The photos illustrating this post have been telly you the story of the project from a small sketch on a piece of paper to the final boxed fidgets before they where dropped off to be lovingly packed up and shipped to recipients. 300 people applied but sadly the budget I had was only enough to make 60 fidgets as the cost of materials was pretty high.

Last year the project I made was entirely done by hand. This was labour intensive on a time used level so this year I thought maybe I could get far more individual fidgets made it I used tools for part of the project. The main restriction to the quantity of fidgets made was the bearings used which led to the decision to make clay weights for the arms.

A friend had just aquired a laser cutter so I set to work figuring out how to design something using it. The idea being that once the work is done I could go back and make as many as I need in the future with minimum effort. On a sustainability level however maybe using a laser cutter is not the most eco friendly way to work due to high electricity use and the production of the tool itself.

I started with a triangular design but after testing out a few shapes we ended up with a more traditional design as the triangle did not seam to spin as well and the fact I was making clay weights on the arms affected the scale of the design. The use of wood meant that unlike plastic the fidget had far more structural weak points. This all factored into final shape and design.

The inclusion of the trans logo in some way was never really in question and I really liked the idea of using clay which tied the project to the fidget dice I had made last year for transgiving.

Initially I was planning in making these by hand but then a friend who works with cnc machines at a plastic forming factory volunteered to make a mold for pressing in the design. Although this again drastically increased the environmental impact of the project in the short term duet to energy and materials used to design and fabricate the mold the more of these fidgets I make over the time the more sustainable it will become.

Once the mold was made I had to finalize me decision on what clay to use. I desired to use Das air dry clays as they are vegan and unse a lot of natural materials. Although my favourite clay was the wood paste based one this proved to be a nightmare to use with the mold as it kept sticking making casting with it a messy job that require a lot of talk and water and washing mold between each cast. The stone dust based clay worked really well in the casting process and got better results as did the red clay based clay. I ended up doing a selection of them all.

The dowels used for finger holder where cut to size individually on a bandsaw and then hammered into the centre of each bearing which was the press fitted into each fidget body. Finally I had also had 3mm round bits made for the finger holders in centre of fidgets which I decided to add my painting frog sketch to. These where glued on with some wood glue. And then they where done.

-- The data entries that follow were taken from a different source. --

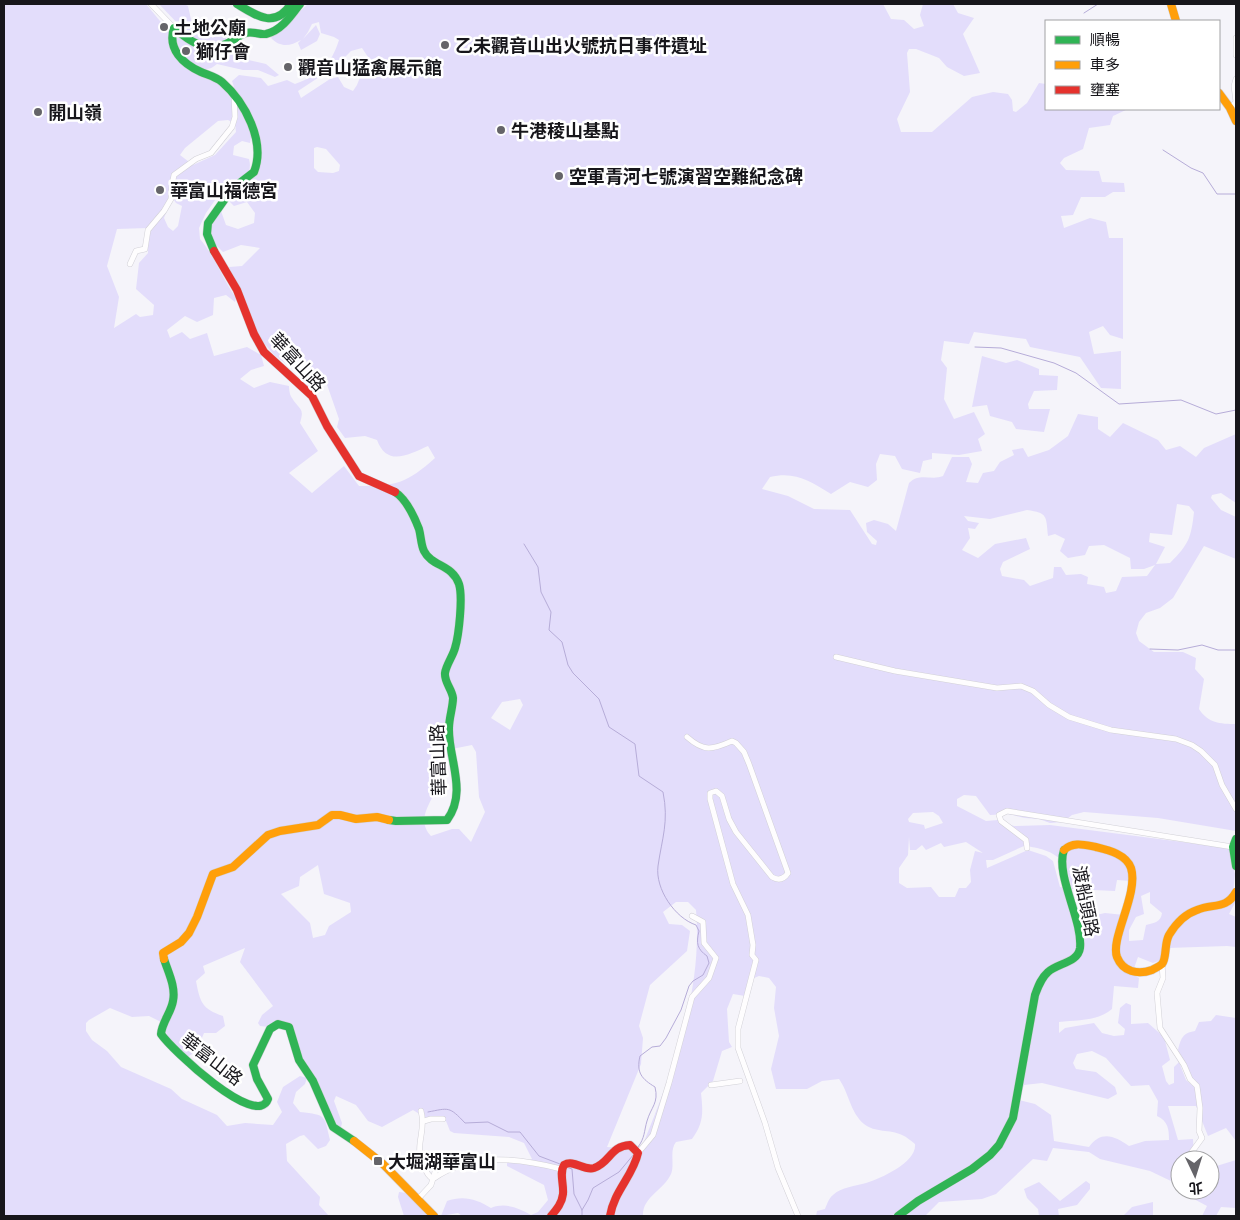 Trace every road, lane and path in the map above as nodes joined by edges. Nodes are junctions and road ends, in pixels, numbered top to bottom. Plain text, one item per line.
1 (151, 4) edge
2 (237, 4) edge
3 (291, 4) edge
4 (300, 4) edge
5 (1171, 4) edge
6 (1176, 20) edge
7 (174, 28) junction
8 (1236, 38) edge
9 (1236, 55) edge
10 (1236, 79) edge
11 (1220, 94) edge
12 (234, 95) junction
13 (1230, 108) junction
14 (1236, 121) edge
15 (130, 264) dead end
16 (836, 657) dead end
17 (687, 737) dead end
18 (1236, 809) edge
19 (1235, 843) edge
20 (1027, 848) dead end
21 (1236, 866) edge
22 (1236, 892) edge
23 (692, 916) dead end
24 (1162, 964) junction
25 (740, 1081) dead end
26 (711, 1085) dead end
27 (421, 1111) dead end
28 (443, 1119) dead end
29 (424, 1120) junction
30 (1192, 1150) edge
31 (638, 1153) junction
32 (456, 1154) dead end
33 (438, 1162) dead end
34 (461, 1164) junction
35 (562, 1167) junction
36 (433, 1179) junction
37 (417, 1200) junction
38 (434, 1216) edge
39 (551, 1216) edge
40 (610, 1216) edge
41 (798, 1216) edge
42 (898, 1216) edge

1 - 7 street
2 - 3 street
4 - 7 street
5 - 6 street
7 - 12 street, 華富山路
8 - 9 street
10 - 13 street
11 - 13 street
12 - 15 street
12 - 37 street, 華富山路
13 - 14 street
16 - 18 street
17 - 41 street
19 - 20 street
19 - 21 street
22 - 24 street
23 - 31 street
24 - 30 street
24 - 42 street, 渡船頭路
25 - 26 street
27 - 29 street
28 - 29 street
29 - 36 street
31 - 35 street
31 - 40 street
32 - 34 street
33 - 36 street
34 - 35 street
34 - 36 street
35 - 39 street
36 - 37 street
37 - 38 street, 華富山路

I had some laser cut fidgets which had mishaps in the etching process which I decided to char with a blow torch so they could still be used which made for a cool black alternative design.

To Sum The WHole Thing Up and Thanks

This whole project took me around four months to pull together with a lot of challenging for me coordination and communication of my wishes for the final look of the design but over the last couple of weeks I have been getting to see post and comments made by people who received their transgiving parcels which have given me a lot of joy.

Bringing these eco friendly wood fidgets into reality was definitely a collaborative project. I would really like to send a big thank you to Dale who did all the laser cutter work, and Kevin who did all the cnc work for the mold. And obviously Transgiving for organising the entire thing and inspiring me to bring it all together for them.

And a massive thank you for sticking with me to the end of this post. I hope you found it interesting.